Antes mesmo de a nova série de Harry Potter da HBO apresentar a geração Z aos lendários Marotos, fãs continuam debatendo quem, afinal, era o mais poderoso do quarteto formado por James Potter, Sirius Black, Remus Lupin e Peter Pettigrew.
A polêmica ganha força sempre que relembramos que três deles retornam com força total na trama de O Prisioneiro de Azkaban. Enquanto o spin-off tão sonhado segue só no campo dos desejos, vale revisitar livros e filmes para medir a real força mágica de cada um.
Quem são os Marotos e por que importam tanto
Nos corredores de Hogwarts, o grupo autointitulado “Marauders” deixou marca permanente. James e Sirius eram estrelas da escola, Remus sofria com a licantropia, e Peter, à primeira vista, parecia apenas seguir a onda. Juntos, mapearam passagens secretas, viraram animagos e inspiraram a geração de Harry.
O peso dramático cresce quando lembramos que a amizade ruiu de forma trágica: Pettigrew traiu Lily e James, entregando o casal a Voldemort. Esse desfecho dramático rende discussão até hoje, tal qual o recente embate de bilheterias entre Mortal Kombat II e O Diabo Veste Prada 2, mostrando como rivalidades antigas ainda mexem com o público.
Peter Pettigrew: o elo fraco que enganou todo mundo
Colocado na quarta posição, Pettigrew está longe de ser um mago inofensivo. Aprendeu magia avançada o suficiente para virar animago por conta própria, algo que muitos bruxos experientes jamais executam. Como rato, escondeu-se 12 anos na forma de “Perebas”, proeza que exige controle alto de transfiguração.
Mesmo assim, sua covardia pesou mais que o talento. A escolha por Voldemort ocorreu por puro instinto de sobrevivência. Apesar disso, é bom lembrar que Peter foi capaz de eliminar 12 trouxas com um único feitiço explosivo e, anos depois, ainda matou Cedrico Diggory. Faltou, porém, a coragem que o Chapéu Seletor enxergou quando o mandou para a Grifinória.
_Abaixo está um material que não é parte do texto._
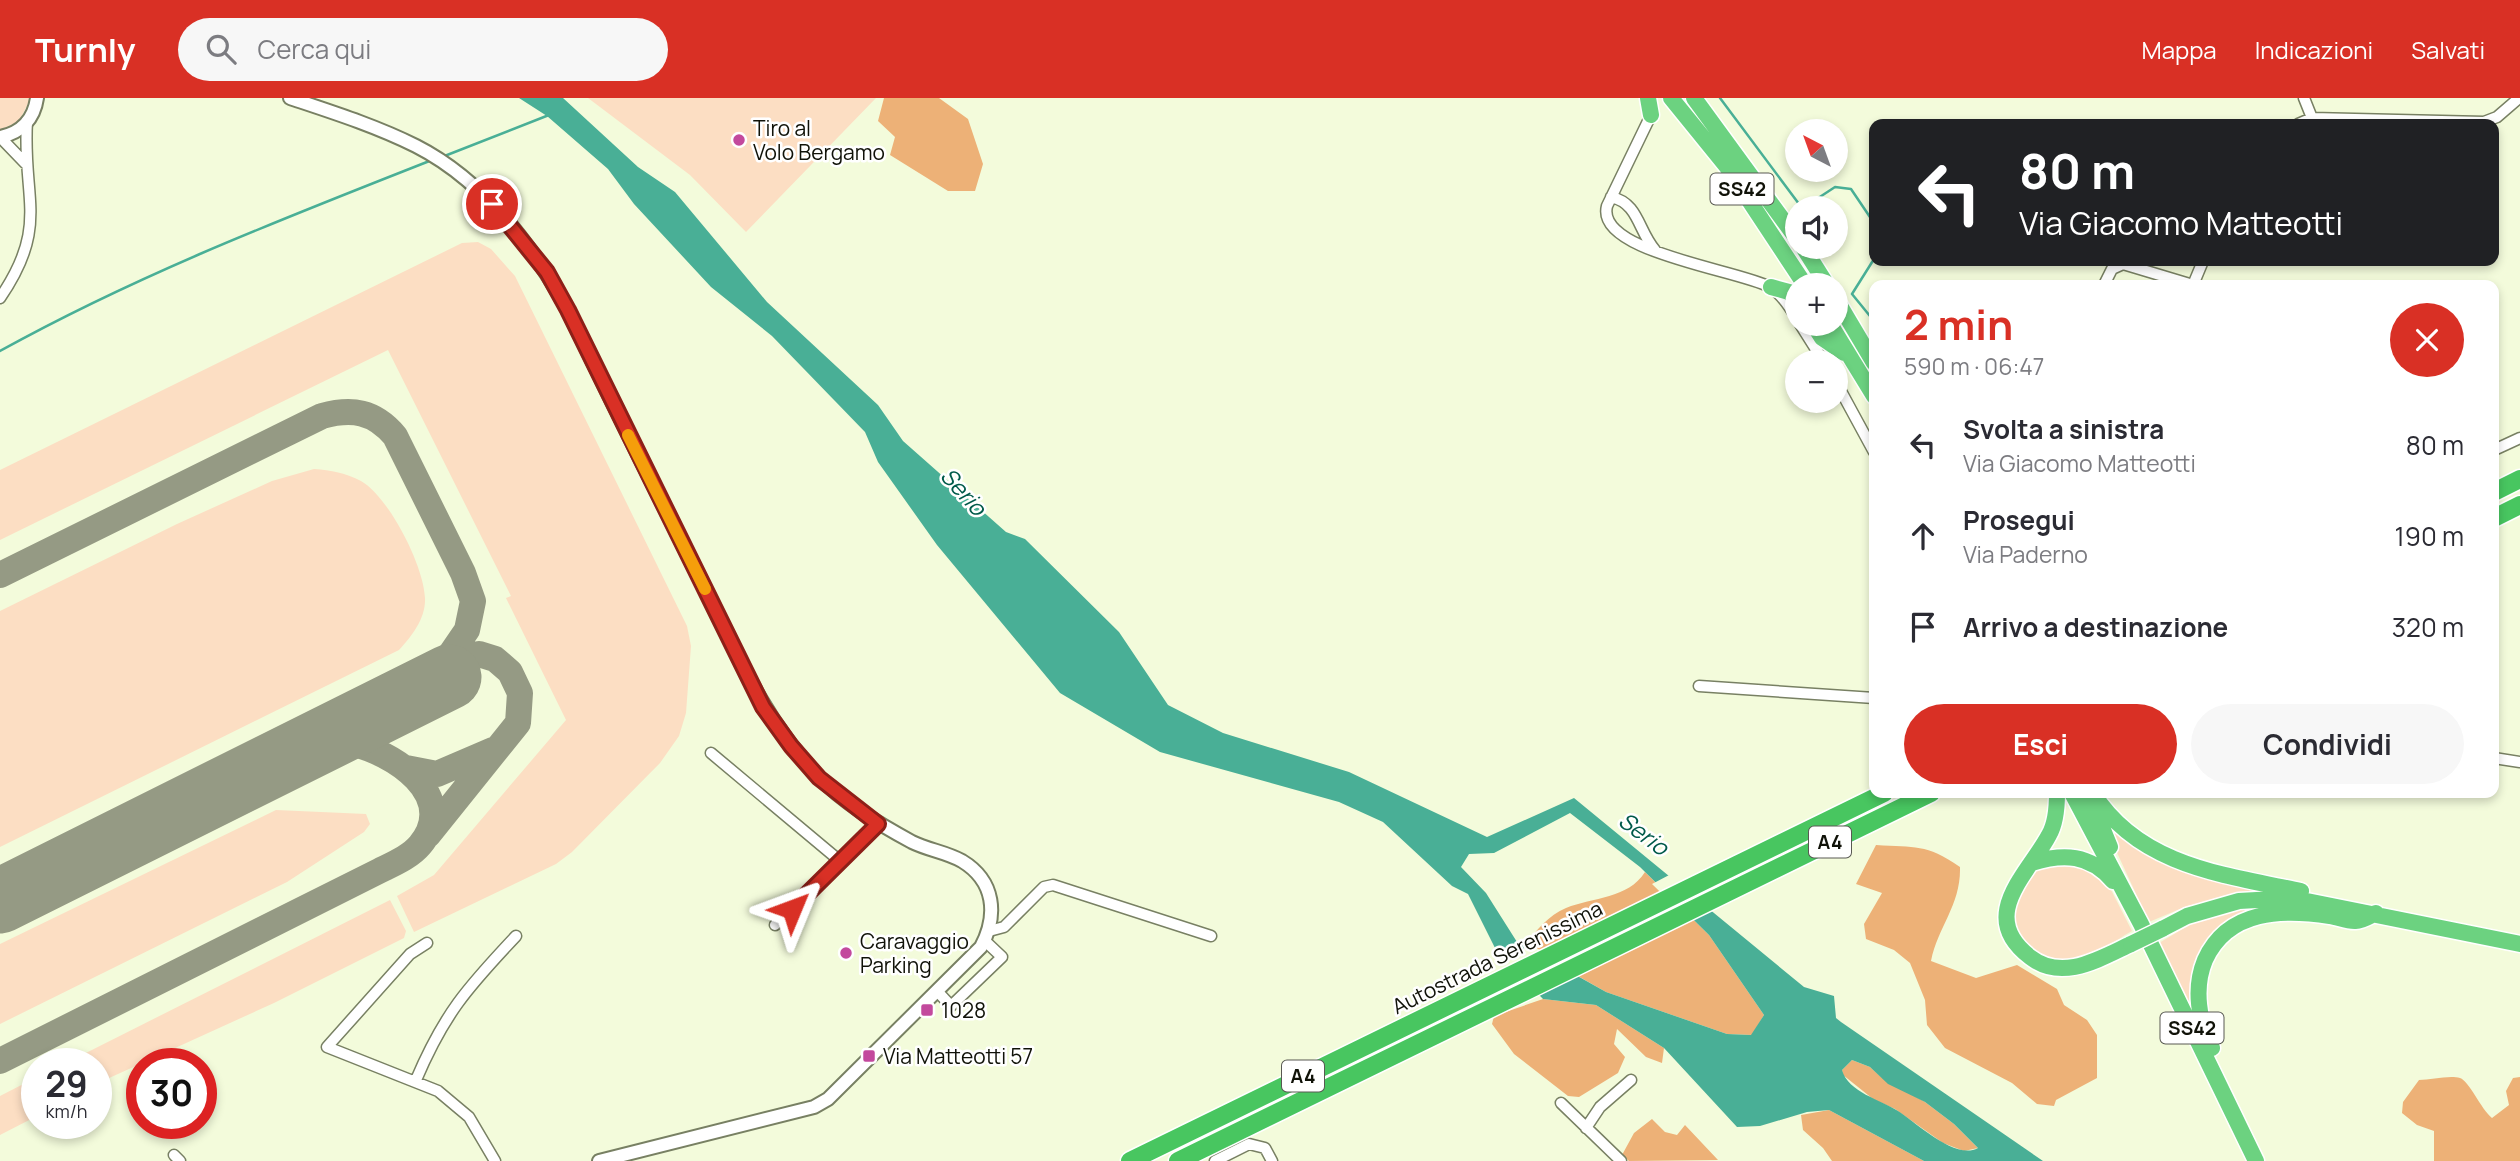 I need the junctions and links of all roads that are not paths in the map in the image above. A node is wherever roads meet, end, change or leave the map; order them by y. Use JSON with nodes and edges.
{"nodes":[{"id":1,"x":290,"y":98,"type":"edge"},
{"id":2,"x":1648,"y":98,"type":"edge"},
{"id":3,"x":1671,"y":98,"type":"edge"},
{"id":4,"x":1694,"y":98,"type":"edge"},
{"id":5,"x":2304,"y":98,"type":"edge"},
{"id":6,"x":2519,"y":98,"type":"edge"},
{"id":7,"x":38,"y":100,"type":"edge"},
{"id":8,"x":1651,"y":115,"type":"joint"},
{"id":9,"x":2312,"y":118,"type":"joint"},
{"id":10,"x":2355,"y":119,"type":"edge"},
{"id":11,"x":2492,"y":119,"type":"edge"},
{"id":12,"x":27,"y":121,"type":"junction"},
{"id":13,"x":0,"y":137,"type":"edge"},
{"id":14,"x":25,"y":163,"type":"junction"},
{"id":15,"x":1611,"y":197,"type":"junction"},
{"id":16,"x":1785,"y":223,"type":"edge"},
{"id":17,"x":1656,"y":250,"type":"junction"},
{"id":18,"x":2119,"y":266,"type":"edge"},
{"id":19,"x":2130,"y":266,"type":"edge"},
{"id":20,"x":1797,"y":273,"type":"edge"},
{"id":21,"x":2106,"y":280,"type":"edge"},
{"id":22,"x":2176,"y":280,"type":"edge"},
{"id":23,"x":1771,"y":287,"type":"junction"},
{"id":24,"x":1785,"y":291,"type":"edge"},
{"id":25,"x":0,"y":298,"type":"edge"},
{"id":26,"x":1785,"y":304,"type":"edge"},
{"id":27,"x":1848,"y":319,"type":"edge"},
{"id":28,"x":1821,"y":336,"type":"edge"},
{"id":29,"x":1838,"y":336,"type":"edge"},
{"id":30,"x":1869,"y":355,"type":"edge"},
{"id":31,"x":1854,"y":360,"type":"junction"},
{"id":32,"x":1869,"y":387,"type":"edge"},
{"id":33,"x":1848,"y":404,"type":"edge"},
{"id":34,"x":2520,"y":438,"type":"edge"},
{"id":35,"x":1869,"y":443,"type":"edge"},
{"id":36,"x":2499,"y":448,"type":"edge"},
{"id":37,"x":2520,"y":479,"type":"edge"},
{"id":38,"x":2499,"y":490,"type":"edge"},
{"id":39,"x":2520,"y":505,"type":"edge"},
{"id":40,"x":2499,"y":516,"type":"edge"},
{"id":41,"x":1699,"y":685,"type":"dead end"},
{"id":42,"x":1869,"y":698,"type":"edge"},
{"id":43,"x":711,"y":753,"type":"dead end"},
{"id":44,"x":2499,"y":759,"type":"edge"},
{"id":45,"x":2520,"y":762,"type":"edge"},
{"id":46,"x":1874,"y":798,"type":"edge"},
{"id":47,"x":1921,"y":798,"type":"edge"},
{"id":48,"x":2056,"y":798,"type":"edge"},
{"id":49,"x":2075,"y":798,"type":"edge"},
{"id":50,"x":2092,"y":798,"type":"edge"},
{"id":51,"x":2095,"y":798,"type":"edge"},
{"id":52,"x":878,"y":824,"type":"junction"},
{"id":53,"x":840,"y":862,"type":"junction"},
{"id":54,"x":2032,"y":863,"type":"junction"},
{"id":55,"x":2376,"y":913,"type":"junction"},
{"id":56,"x":2141,"y":924,"type":"junction"},
{"id":57,"x":775,"y":925,"type":"dead end"},
{"id":58,"x":516,"y":936,"type":"dead end"},
{"id":59,"x":987,"y":936,"type":"junction"},
{"id":60,"x":1211,"y":936,"type":"dead end"},
{"id":61,"x":427,"y":943,"type":"dead end"},
{"id":62,"x":2520,"y":944,"type":"edge"},
{"id":63,"x":937,"y":991,"type":"junction"},
{"id":64,"x":416,"y":1080,"type":"junction"},
{"id":65,"x":1631,"y":1080,"type":"dead end"},
{"id":66,"x":1562,"y":1103,"type":"dead end"},
{"id":67,"x":1586,"y":1128,"type":"junction"},
{"id":68,"x":2242,"y":1132,"type":"junction"},
{"id":69,"x":495,"y":1161,"type":"edge"},
{"id":70,"x":599,"y":1161,"type":"edge"},
{"id":71,"x":1130,"y":1161,"type":"edge"},
{"id":72,"x":1178,"y":1161,"type":"edge"},
{"id":73,"x":1215,"y":1161,"type":"edge"},
{"id":74,"x":1272,"y":1161,"type":"edge"},
{"id":75,"x":1621,"y":1161,"type":"edge"},
{"id":76,"x":2256,"y":1161,"type":"edge"}],
"edges":[{"from":1,"to":52,"type":"street"},
{"from":2,"to":8,"type":"highway"},
{"from":3,"to":20,"type":"highway","number":"SS42"},
{"from":4,"to":16,"type":"highway","number":"SS42"},
{"from":5,"to":9,"type":"street"},
{"from":6,"to":11,"type":"street"},
{"from":7,"to":12,"type":"street"},
{"from":8,"to":15,"type":"street"},
{"from":9,"to":10,"type":"street"},
{"from":12,"to":13,"type":"street"},
{"from":12,"to":14,"type":"street"},
{"from":13,"to":14,"type":"street"},
{"from":14,"to":25,"type":"street"},
{"from":15,"to":17,"type":"street"},
{"from":15,"to":17,"type":"street"},
{"from":17,"to":23,"type":"street"},
{"from":18,"to":21,"type":"street"},
{"from":19,"to":22,"type":"street"},
{"from":23,"to":24,"type":"highway"},
{"from":23,"to":26,"type":"street"},
{"from":27,"to":30,"type":"highway"},
{"from":28,"to":31,"type":"highway"},
{"from":29,"to":31,"type":"highway"},
{"from":31,"to":32,"type":"highway"},
{"from":33,"to":35,"type":"street"},
{"from":34,"to":36,"type":"street"},
{"from":37,"to":38,"type":"highway"},
{"from":39,"to":40,"type":"highway"},
{"from":41,"to":42,"type":"street"},
{"from":43,"to":53,"type":"street"},
{"from":44,"to":45,"type":"street"},
{"from":46,"to":71,"type":"highway","name":"Autostrada Serenissima","number":"A4"},
{"from":47,"to":72,"type":"highway","name":"Autostrada Serenissima","number":"A4"},
{"from":48,"to":54,"type":"highway"},
{"from":49,"to":56,"type":"highway","number":"SS42"},
{"from":50,"to":56,"type":"highway","number":"SS42"},
{"from":51,"to":55,"type":"highway"},
{"from":52,"to":53,"type":"street"},
{"from":52,"to":59,"type":"street"},
{"from":53,"to":57,"type":"street"},
{"from":54,"to":55,"type":"highway","bridge":true},
{"from":54,"to":56,"type":"highway"},
{"from":55,"to":62,"type":"highway"},
{"from":55,"to":68,"type":"highway"},
{"from":56,"to":68,"type":"highway","number":"SS42"},
{"from":58,"to":64,"type":"street"},
{"from":59,"to":60,"type":"street"},
{"from":59,"to":63,"type":"street"},
{"from":59,"to":63,"type":"street"},
{"from":61,"to":64,"type":"street"},
{"from":63,"to":70,"type":"street"},
{"from":64,"to":69,"type":"street"},
{"from":65,"to":67,"type":"street"},
{"from":66,"to":67,"type":"street"},
{"from":67,"to":75,"type":"street"},
{"from":68,"to":76,"type":"highway","number":"SS42"},
{"from":73,"to":74,"type":"street"}]}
Remus Lupin: o estrategista equilibrado
Terceiro colocado, Lupin nunca se tornou animago por já carregar o fardo de ser lobisomem. Ainda assim, mostrou domínio absoluto em Defesa Contra as Artes das Trevas e se provou professor querido – feito que poucos alcançam em Hogwarts.
Imagem: Sim Gallagher
Nos grandes duelos da saga, sobreviveu ao Departamento de Mistérios, à Torre de Astronomia e ainda liderou o comboio dos Sete Potters, mesmo com veteranos como Kingsley Shacklebolt no time. Seu fim heroico na Batalha de Hogwarts não diminui a lista de feitos, mas o coloca atrás dos dois colegas que, nos livros, sempre foram descritos como gênios naturais.
James Potter x Sirius Black: disputa pelo topo
No segundo lugar aparece James Potter. Além de excelente voador e animago, o pai de Harry era mestre em Poções e Transfiguração. A habilidade de conjurar um patrono corpóreo – um cervo, assim como o filho – ilustra seu nível. Ele ainda enfrentou Voldemort três vezes antes de morrer, algo que apenas um punhado de bruxos pode dizer.
Sirius Black, porém, leva a coroa. Enquanto estudante, já dominava magia não verbal, encantos complexos e se destacava em duelos. Na fase adulta, derrotou Antonin Dolohov e, não fosse um instante de distração no Ministério, poderia ter vencido Bellatrix Lestrange. A soma de talento bruto, criatividade e resistência emocional o coloca meio passo à frente do grande amigo.
Vale lembrar que, em HeroesBrasil, a discussão sobre rankings de poder sempre rende tanto engajamento quanto o sucesso recente de Greenland 2: Migration na HBO Max, mostrando como listas e comparativos instigam a comunidade geek.
Vale a pena revisitar a saga para tirar suas próprias conclusões?
Para quem quer decidir por conta própria, nada substitui reler os livros ou maratonar os oito filmes. O material original entrega nuances que qualquer lista, inclusive esta, pode deixar escapar. Afinal, cada duelo, feitiço ou decisão revela facetas diferentes dos Marotos – e do universo mágico inteiro.